Lines containing "Parkside": state how many there are in these entries, and write only that number.

[Opening Exercise input section]

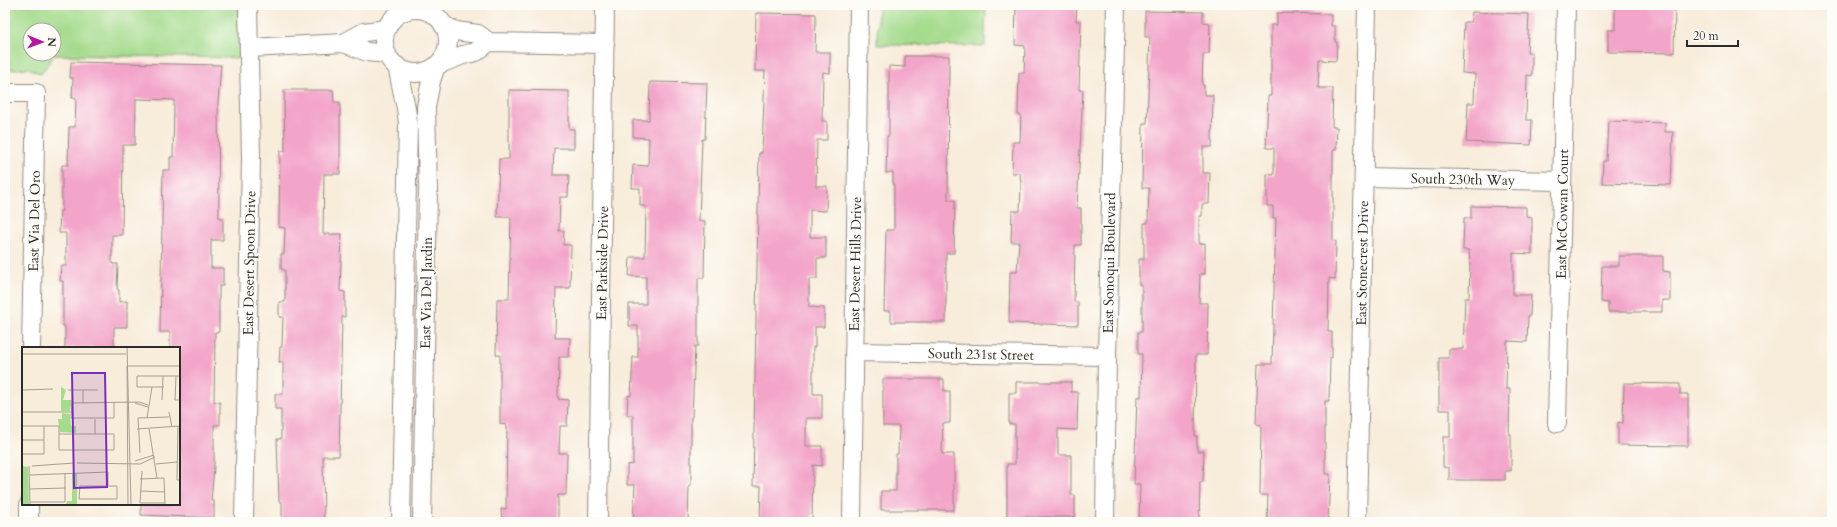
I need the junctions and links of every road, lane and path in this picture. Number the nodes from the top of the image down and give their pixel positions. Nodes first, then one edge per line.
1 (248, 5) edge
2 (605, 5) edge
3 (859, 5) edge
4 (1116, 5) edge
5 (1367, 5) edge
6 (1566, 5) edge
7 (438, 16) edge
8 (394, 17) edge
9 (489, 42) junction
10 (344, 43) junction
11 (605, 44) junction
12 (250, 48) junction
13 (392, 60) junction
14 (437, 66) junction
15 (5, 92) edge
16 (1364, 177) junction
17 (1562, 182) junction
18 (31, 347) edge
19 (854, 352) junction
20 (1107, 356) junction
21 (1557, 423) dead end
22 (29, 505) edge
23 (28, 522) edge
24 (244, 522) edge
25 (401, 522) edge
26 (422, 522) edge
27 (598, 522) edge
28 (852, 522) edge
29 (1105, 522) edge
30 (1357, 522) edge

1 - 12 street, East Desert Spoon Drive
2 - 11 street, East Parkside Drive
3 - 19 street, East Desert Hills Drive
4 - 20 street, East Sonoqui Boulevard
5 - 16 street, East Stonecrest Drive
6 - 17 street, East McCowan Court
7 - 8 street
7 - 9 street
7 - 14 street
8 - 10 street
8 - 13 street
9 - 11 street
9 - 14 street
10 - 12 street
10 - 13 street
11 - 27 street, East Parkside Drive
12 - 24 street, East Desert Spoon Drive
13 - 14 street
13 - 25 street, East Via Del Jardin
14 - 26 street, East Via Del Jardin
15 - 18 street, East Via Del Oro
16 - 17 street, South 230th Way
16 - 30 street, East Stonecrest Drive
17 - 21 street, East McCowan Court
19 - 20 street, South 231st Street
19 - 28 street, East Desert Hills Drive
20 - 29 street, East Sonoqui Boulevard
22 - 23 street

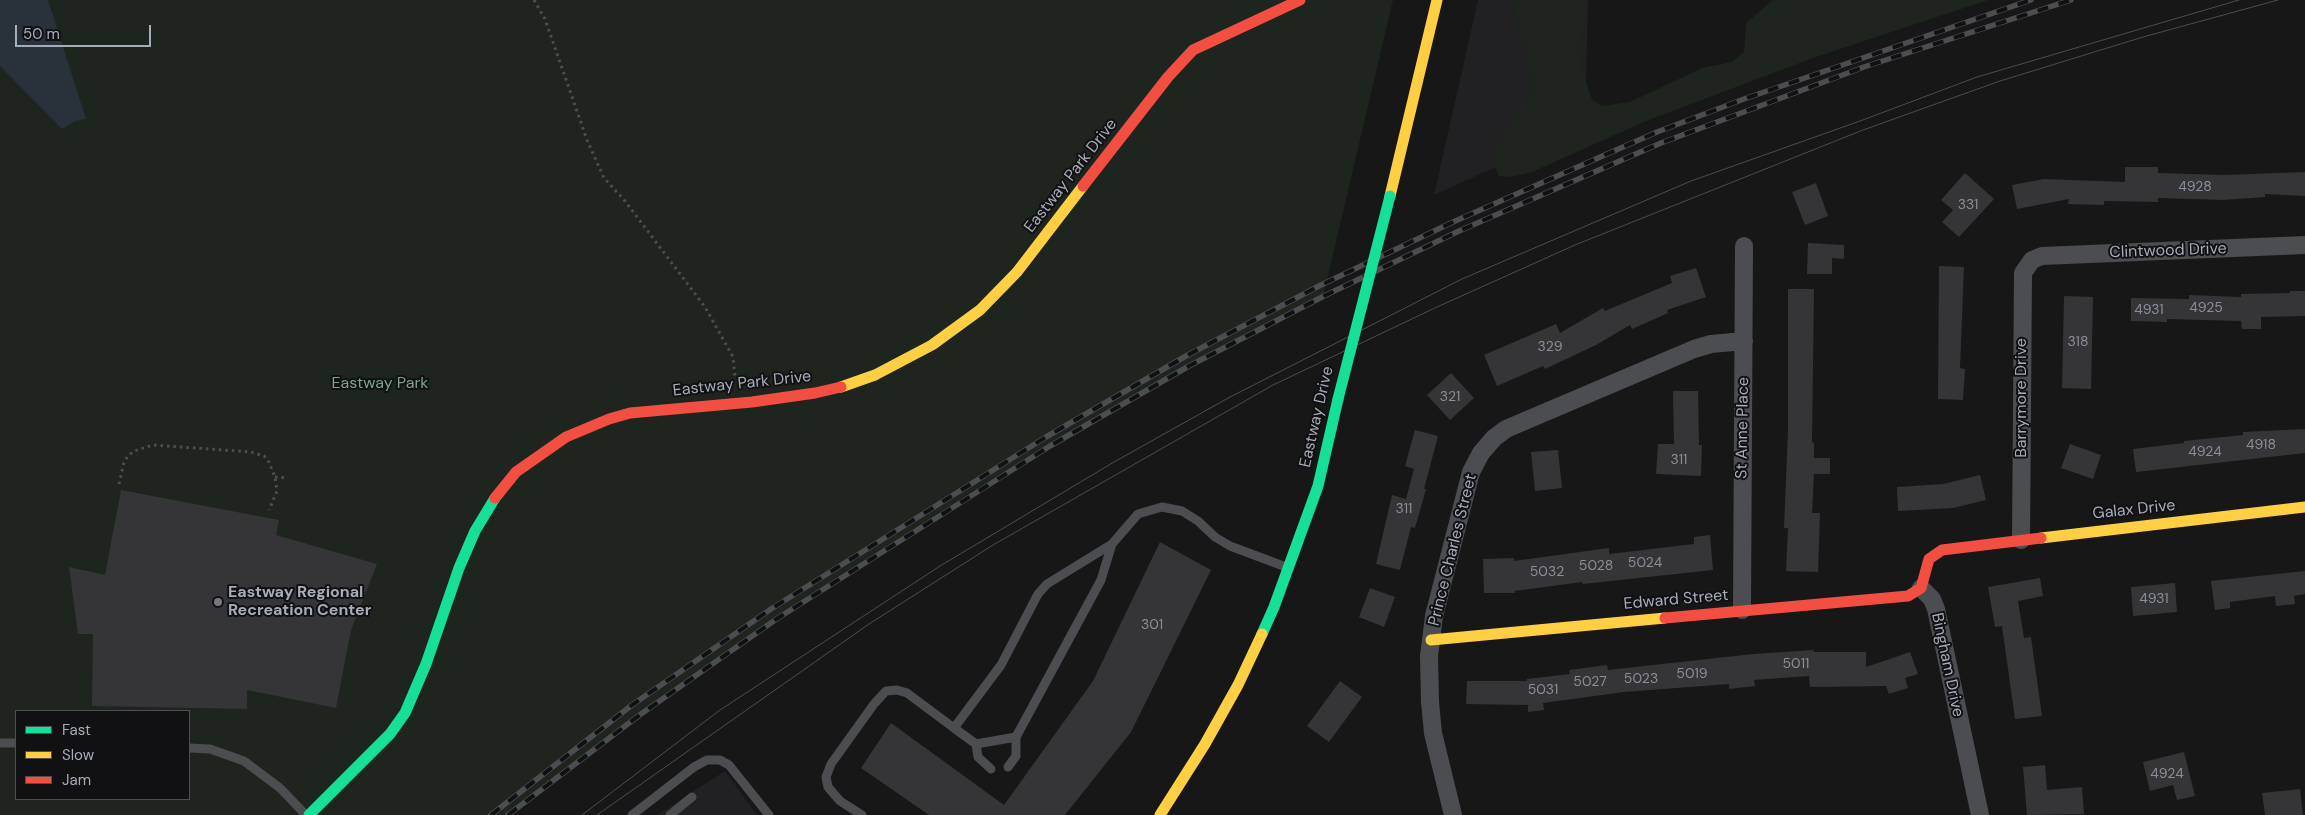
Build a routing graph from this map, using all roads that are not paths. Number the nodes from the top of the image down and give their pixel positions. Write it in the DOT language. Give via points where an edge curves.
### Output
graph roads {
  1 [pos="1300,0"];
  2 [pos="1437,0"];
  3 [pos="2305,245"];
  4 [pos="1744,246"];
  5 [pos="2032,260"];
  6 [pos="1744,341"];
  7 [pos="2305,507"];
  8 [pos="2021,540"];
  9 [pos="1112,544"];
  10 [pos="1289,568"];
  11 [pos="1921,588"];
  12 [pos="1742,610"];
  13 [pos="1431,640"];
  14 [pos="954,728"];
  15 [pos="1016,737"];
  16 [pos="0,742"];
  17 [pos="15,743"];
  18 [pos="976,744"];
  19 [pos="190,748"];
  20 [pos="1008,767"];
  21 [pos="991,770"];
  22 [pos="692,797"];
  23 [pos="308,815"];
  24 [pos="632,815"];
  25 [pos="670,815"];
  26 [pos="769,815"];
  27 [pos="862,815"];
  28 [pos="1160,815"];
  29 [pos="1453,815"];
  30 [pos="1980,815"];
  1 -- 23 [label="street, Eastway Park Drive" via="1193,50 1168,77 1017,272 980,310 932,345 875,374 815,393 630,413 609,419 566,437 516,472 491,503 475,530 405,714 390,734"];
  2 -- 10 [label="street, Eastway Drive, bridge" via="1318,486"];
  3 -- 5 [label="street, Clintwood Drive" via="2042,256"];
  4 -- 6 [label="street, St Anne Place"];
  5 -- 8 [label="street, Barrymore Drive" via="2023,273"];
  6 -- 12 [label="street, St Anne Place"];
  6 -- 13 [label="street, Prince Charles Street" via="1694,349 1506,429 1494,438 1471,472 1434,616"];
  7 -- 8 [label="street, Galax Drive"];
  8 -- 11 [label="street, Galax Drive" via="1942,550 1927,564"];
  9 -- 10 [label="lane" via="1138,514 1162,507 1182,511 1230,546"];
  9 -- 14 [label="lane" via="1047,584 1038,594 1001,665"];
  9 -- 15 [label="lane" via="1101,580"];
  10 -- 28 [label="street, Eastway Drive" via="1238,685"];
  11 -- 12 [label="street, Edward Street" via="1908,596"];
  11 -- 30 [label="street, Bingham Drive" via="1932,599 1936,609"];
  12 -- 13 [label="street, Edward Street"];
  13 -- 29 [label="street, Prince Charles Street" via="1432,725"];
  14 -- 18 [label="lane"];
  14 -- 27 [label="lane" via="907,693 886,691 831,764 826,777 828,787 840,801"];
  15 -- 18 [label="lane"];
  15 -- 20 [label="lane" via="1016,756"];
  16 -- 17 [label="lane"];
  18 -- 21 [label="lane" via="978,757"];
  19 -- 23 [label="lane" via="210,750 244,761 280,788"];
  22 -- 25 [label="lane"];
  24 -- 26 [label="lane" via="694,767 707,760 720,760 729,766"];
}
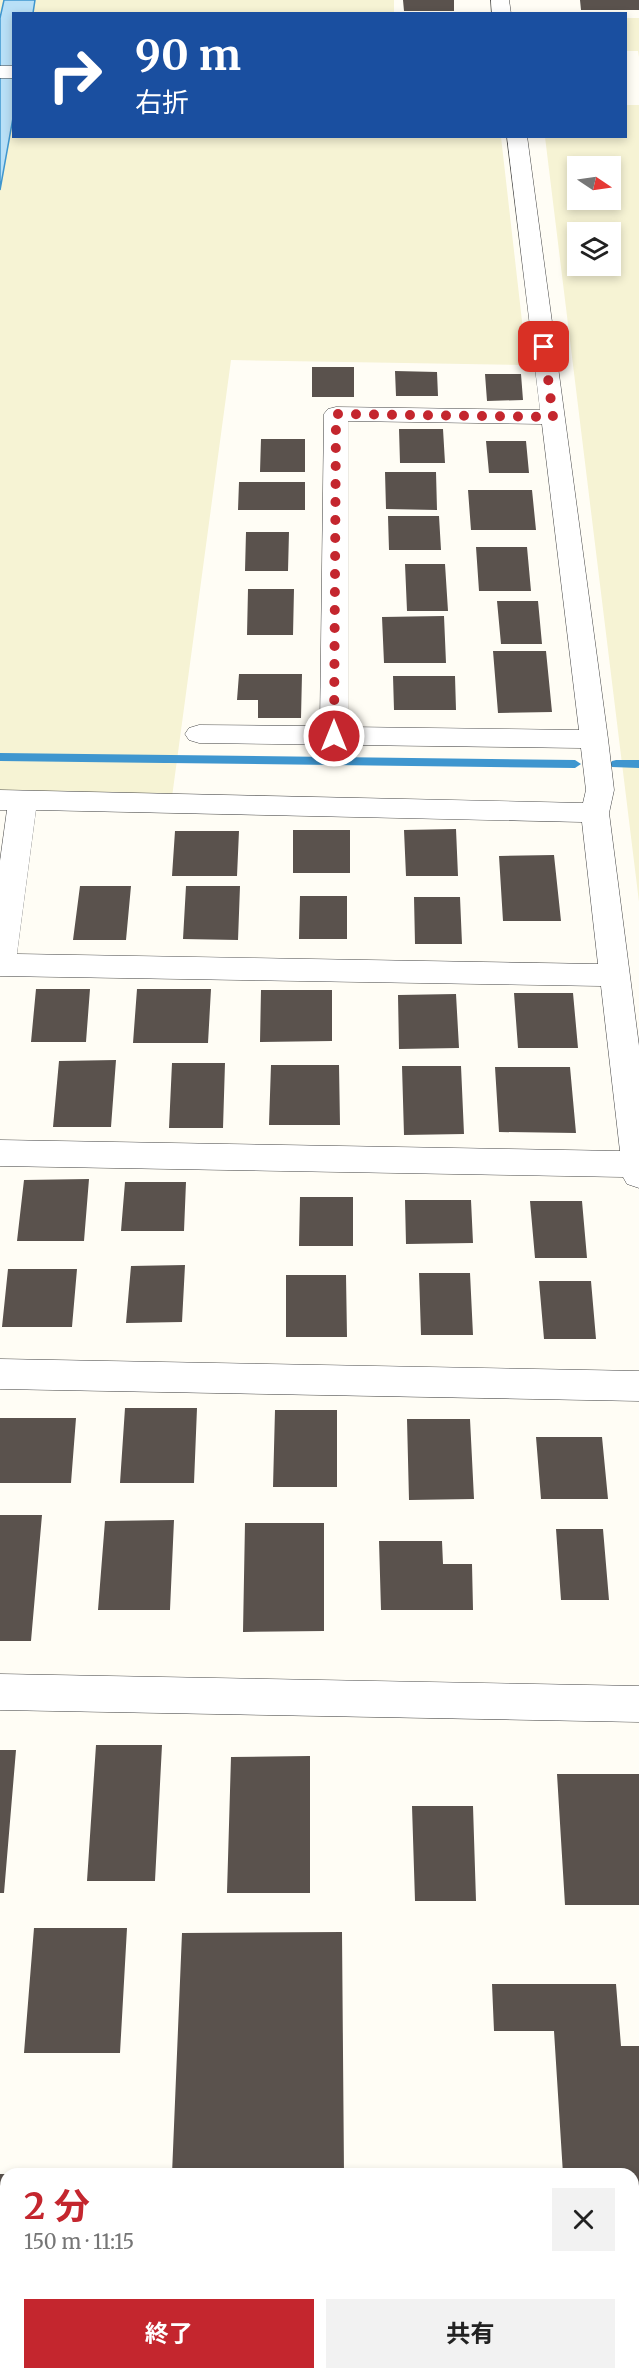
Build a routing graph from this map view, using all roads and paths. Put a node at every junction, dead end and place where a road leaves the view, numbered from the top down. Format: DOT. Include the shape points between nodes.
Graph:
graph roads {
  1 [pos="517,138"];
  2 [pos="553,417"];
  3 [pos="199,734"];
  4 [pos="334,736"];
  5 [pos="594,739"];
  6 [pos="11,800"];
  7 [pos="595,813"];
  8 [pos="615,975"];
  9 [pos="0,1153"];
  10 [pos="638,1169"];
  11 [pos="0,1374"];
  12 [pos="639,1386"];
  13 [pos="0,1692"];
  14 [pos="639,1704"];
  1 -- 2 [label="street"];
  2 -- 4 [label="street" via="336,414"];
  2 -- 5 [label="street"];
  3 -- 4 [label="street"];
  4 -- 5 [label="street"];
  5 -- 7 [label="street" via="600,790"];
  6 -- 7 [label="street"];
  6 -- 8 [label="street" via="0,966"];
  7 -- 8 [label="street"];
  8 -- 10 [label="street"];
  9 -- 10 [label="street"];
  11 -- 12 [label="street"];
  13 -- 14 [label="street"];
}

[Closing Exercise input section]

• The answer:
2